中国が政治利用、韓国は規制をもくろむ「ハリウッド映画」市場のインパクト:世界を読み解くニュース・サロン(3/4 ページ)
11月に公開された『アナと雪の女王2』など、ハリウッド映画には話題作が多い。そんな中、ハリウッド映画を巡って、中国と韓国の騒動が相次いで報じられた。その影響力を政治利用しようとする中国、制限しようとする韓国。それぞれの思惑とは?
ハリウッド映画の“占拠”を恐れる韓国
一方で、お隣の韓国では、中国のようにハリウッドの影響力を利用するのとは違って、なんとか国内でその影響力を削ごうとしていることが話題になっている。
11月23日、韓国でも『アナと雪の女王2』が封切られた。

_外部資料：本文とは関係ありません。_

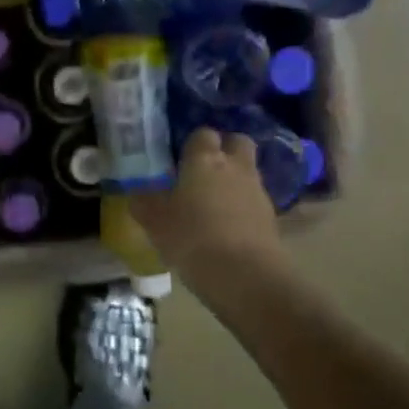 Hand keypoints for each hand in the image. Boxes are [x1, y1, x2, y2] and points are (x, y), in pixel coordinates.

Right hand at [130, 128, 284, 288]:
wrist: (245, 275)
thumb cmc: (192, 238)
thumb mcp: (155, 222)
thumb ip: (145, 203)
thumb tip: (138, 194)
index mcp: (204, 160)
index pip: (203, 133)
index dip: (193, 143)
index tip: (181, 158)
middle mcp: (235, 167)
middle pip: (238, 142)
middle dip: (225, 150)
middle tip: (205, 170)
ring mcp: (257, 191)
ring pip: (248, 172)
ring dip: (234, 180)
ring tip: (213, 204)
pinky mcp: (271, 217)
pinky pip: (254, 201)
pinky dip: (243, 207)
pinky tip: (227, 227) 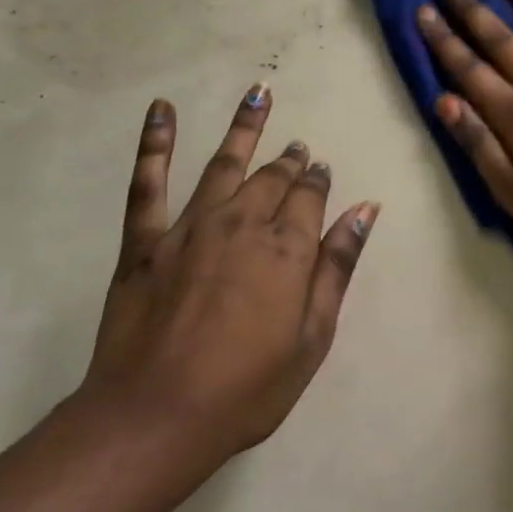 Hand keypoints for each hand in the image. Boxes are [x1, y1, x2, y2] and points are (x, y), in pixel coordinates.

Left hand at [73, 87, 378, 478]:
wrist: (155, 418)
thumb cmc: (247, 388)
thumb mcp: (313, 336)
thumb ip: (338, 266)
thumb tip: (366, 209)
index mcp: (287, 248)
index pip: (309, 197)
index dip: (318, 181)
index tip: (321, 170)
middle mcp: (243, 223)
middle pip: (272, 179)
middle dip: (289, 160)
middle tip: (297, 146)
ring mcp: (190, 227)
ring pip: (224, 165)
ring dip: (244, 128)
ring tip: (259, 94)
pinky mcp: (146, 241)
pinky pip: (148, 183)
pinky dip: (154, 143)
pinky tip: (161, 109) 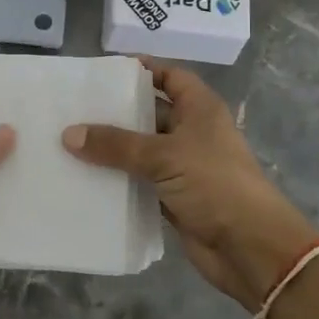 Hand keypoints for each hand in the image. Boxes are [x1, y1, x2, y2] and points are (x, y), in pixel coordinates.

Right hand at [64, 61, 318, 310]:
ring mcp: (183, 167)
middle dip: (117, 111)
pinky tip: (85, 178)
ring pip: (142, 150)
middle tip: (75, 108)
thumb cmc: (214, 184)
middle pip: (151, 113)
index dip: (143, 70)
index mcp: (200, 109)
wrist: (250, 248)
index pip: (170, 77)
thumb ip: (116, 144)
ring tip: (69, 141)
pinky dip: (118, 180)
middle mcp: (192, 133)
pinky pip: (140, 182)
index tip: (104, 72)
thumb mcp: (164, 156)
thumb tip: (69, 134)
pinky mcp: (174, 198)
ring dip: (113, 149)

その人気ぶりはすさまじく、上映開始から10日間で6120万ドルの興行収入を記録。これは米国を含む北アメリカ、そして中国に次ぐ興行成績だという。
すると、この人気が思わぬ騒動に発展する。ソウルの市民団体「公共福祉委員会」が、ソウル中央地検にウォルト・ディズニー・コレア社を告訴したのである。同団体は、子どもたちが熱狂している『アナと雪の女王2』が法律違反だと言うのだ。
どういうことか。韓国の独占禁止法では、韓国国内の個人や企業が、それぞれの分野でマーケットシェアの50%を超えると「市場支配活動」と指定される。そして同団体は、ディズニーが「映画館を独占し、短期間で莫大な利益を稼ごうと企て、消費者の選ぶ権利を制限している」と批判。映画については、どれほどの占拠率が違法になるのか数字の規定はないが、非常に独占的であると問題視されたのだ。

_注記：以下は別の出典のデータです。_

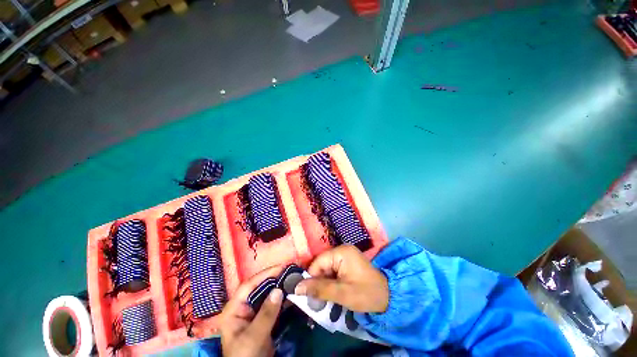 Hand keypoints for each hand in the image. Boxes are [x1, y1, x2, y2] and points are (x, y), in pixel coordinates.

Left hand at [218, 266, 283, 356]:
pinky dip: (283, 299)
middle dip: (275, 279)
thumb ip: (266, 314)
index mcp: (234, 309)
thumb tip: (279, 290)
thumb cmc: (245, 356)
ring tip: (294, 279)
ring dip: (280, 287)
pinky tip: (292, 295)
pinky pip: (274, 305)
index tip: (281, 267)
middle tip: (291, 271)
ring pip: (268, 295)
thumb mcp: (253, 337)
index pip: (248, 285)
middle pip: (259, 287)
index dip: (265, 274)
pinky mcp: (263, 320)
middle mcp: (243, 307)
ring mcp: (254, 313)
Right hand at [295, 245, 388, 312]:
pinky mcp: (347, 263)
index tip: (307, 294)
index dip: (311, 278)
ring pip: (326, 269)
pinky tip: (332, 293)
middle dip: (318, 282)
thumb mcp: (342, 294)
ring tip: (324, 299)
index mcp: (341, 252)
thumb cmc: (366, 294)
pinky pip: (333, 271)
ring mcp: (345, 256)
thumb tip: (296, 288)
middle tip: (316, 300)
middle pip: (321, 265)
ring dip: (324, 283)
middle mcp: (342, 250)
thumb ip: (319, 289)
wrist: (389, 297)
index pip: (318, 262)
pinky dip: (330, 282)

事実、『アナと雪の女王2』は、公開日に、韓国の劇場の88%以上を「占拠」するほどの人気だったという。そんなこともあって、地元の政治家などからも規制の議論が出た。ハリウッドの影響力が韓国人を「洗脳する!」という趣旨なのかどうかは分からないが、少なくとも韓国の子どもたちを支配しかねないと恐れたということだろう。

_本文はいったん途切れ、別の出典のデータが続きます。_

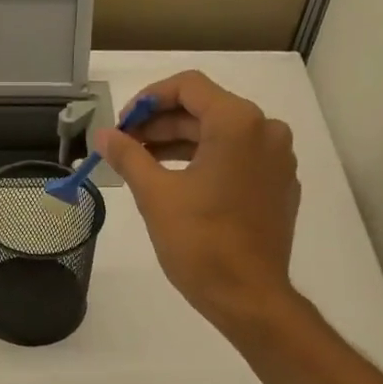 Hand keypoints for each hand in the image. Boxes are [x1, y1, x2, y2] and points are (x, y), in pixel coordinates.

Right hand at [95, 70, 301, 330]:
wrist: (248, 296)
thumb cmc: (200, 244)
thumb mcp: (155, 197)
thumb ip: (128, 157)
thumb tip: (103, 135)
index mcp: (238, 123)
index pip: (188, 86)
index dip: (148, 100)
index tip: (121, 126)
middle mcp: (266, 131)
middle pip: (206, 111)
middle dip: (162, 126)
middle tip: (125, 148)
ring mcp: (278, 161)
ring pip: (223, 137)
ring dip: (182, 145)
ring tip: (145, 166)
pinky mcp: (279, 188)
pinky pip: (240, 161)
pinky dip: (209, 164)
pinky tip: (182, 187)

ただ反対に、例えば「ハリウッド映画」の占拠率(上映館や1日に上映する回数など)で上限を定めてしまうと、映画館などの経営側から苦情が出る可能性がある。韓国の議会はそんなことお構いなしのようで、ハリウッド映画などの占拠率を50%以下に規定する法案を審議中だと報じられている。